In the early years of the festival, kite flyers from around the world were invited to Ocean City to attempt world records. No less than seven records were set, in accordance with Guinness world record judging standards.

The strongest pulling kite was measured at 480 pounds of vertical lift. The longest flying kite lasted over seven days and held for the record for several years. Ocean City still claims the record for fastest kite, set during Hurricane Hugo and measured by a state trooper’s radar gun at 120 mph. A 50-foot tall box kite and 50-foot tall Rokkaku hold the records for largest kites in their category.

Of the many activities planned over the course of the four-day kite festival is the “Mass Ascensions” and “Rokkaku Battle”. These events pack Ocean City’s Boardwalk with spectators.

During the daily “Mass Ascensions,” visitors and kite flyers alike gather on the beach at 6th Street and on cue launch their kites. The result is a kaleidoscope of color painted in the sky. The first 100 participants receive limited edition pins.

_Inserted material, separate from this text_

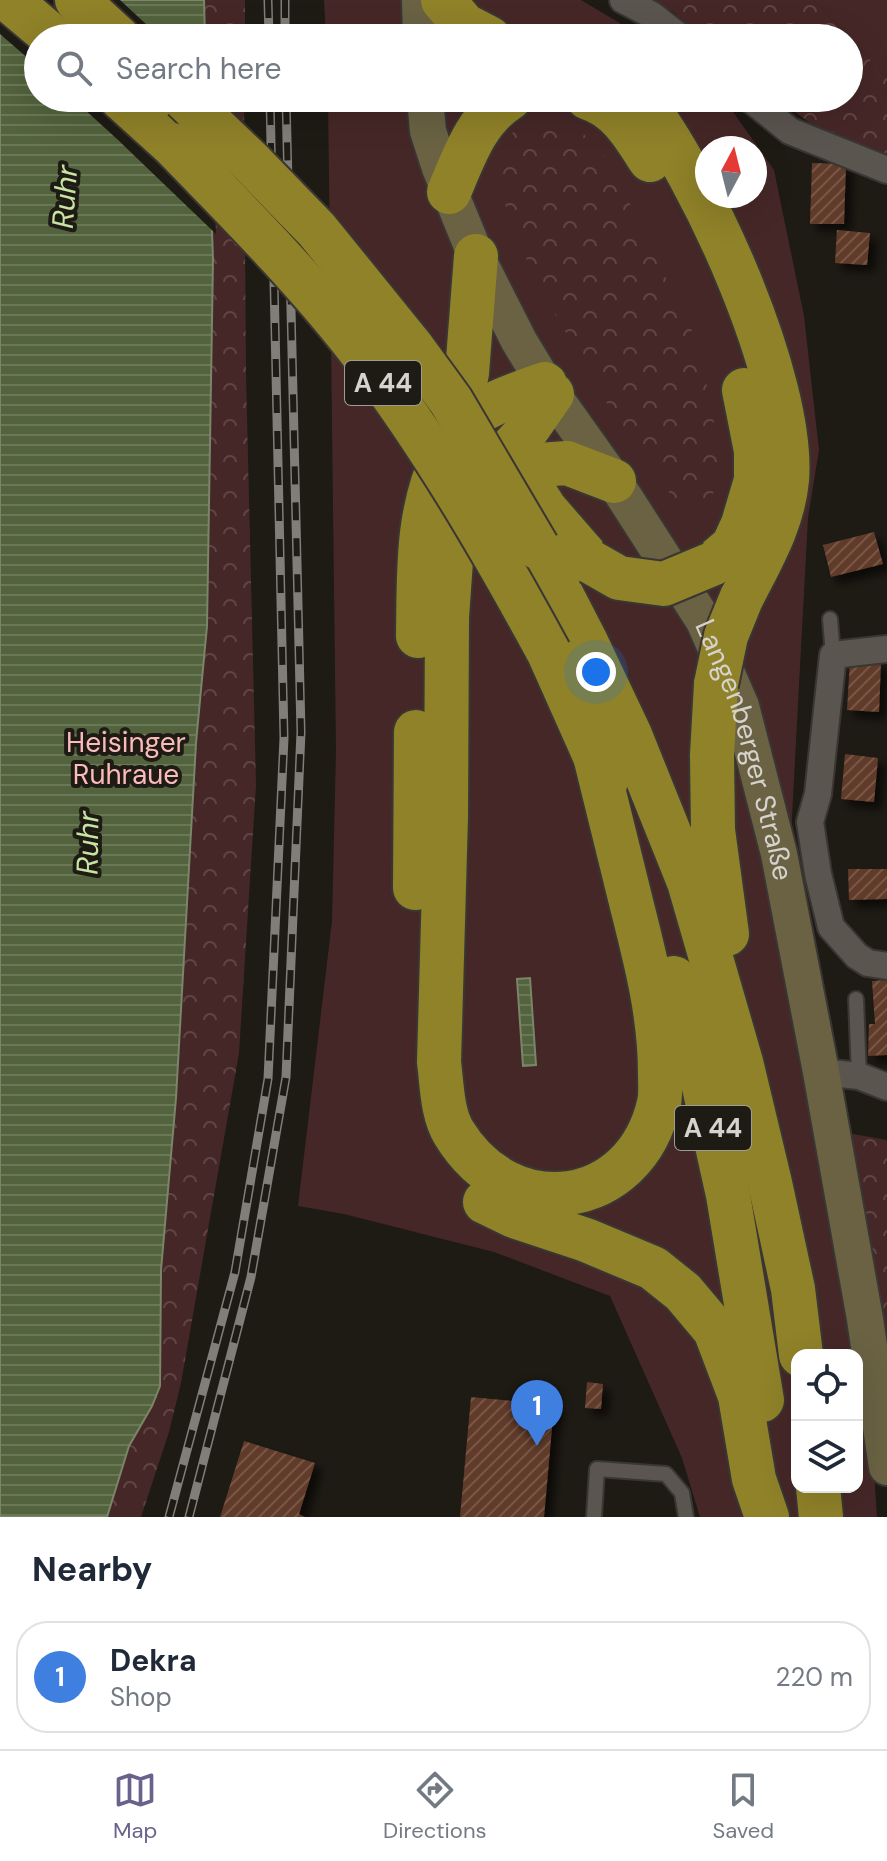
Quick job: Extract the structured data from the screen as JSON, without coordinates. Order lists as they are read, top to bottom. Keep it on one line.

The “Rokkaku Battle” is a popular spectator activity held on Saturday afternoon in front of the Kite Loft on 5th Street. Individuals launch Japanese kites and attempt to cut each other out of the sky. During Sunfest’s “Rokkaku Battle,” teams of flyers maneuver their six-sided Japanese fighting kites in an attempt to disable their opponent’s kite. Teams are comprised of three kite flyers and last year Sunfest hosted 18 teams. This year, teams from all over the east coast will be trying to outmaneuver last year’s winner, Mike Van Meers, of Gaitherburg, Md.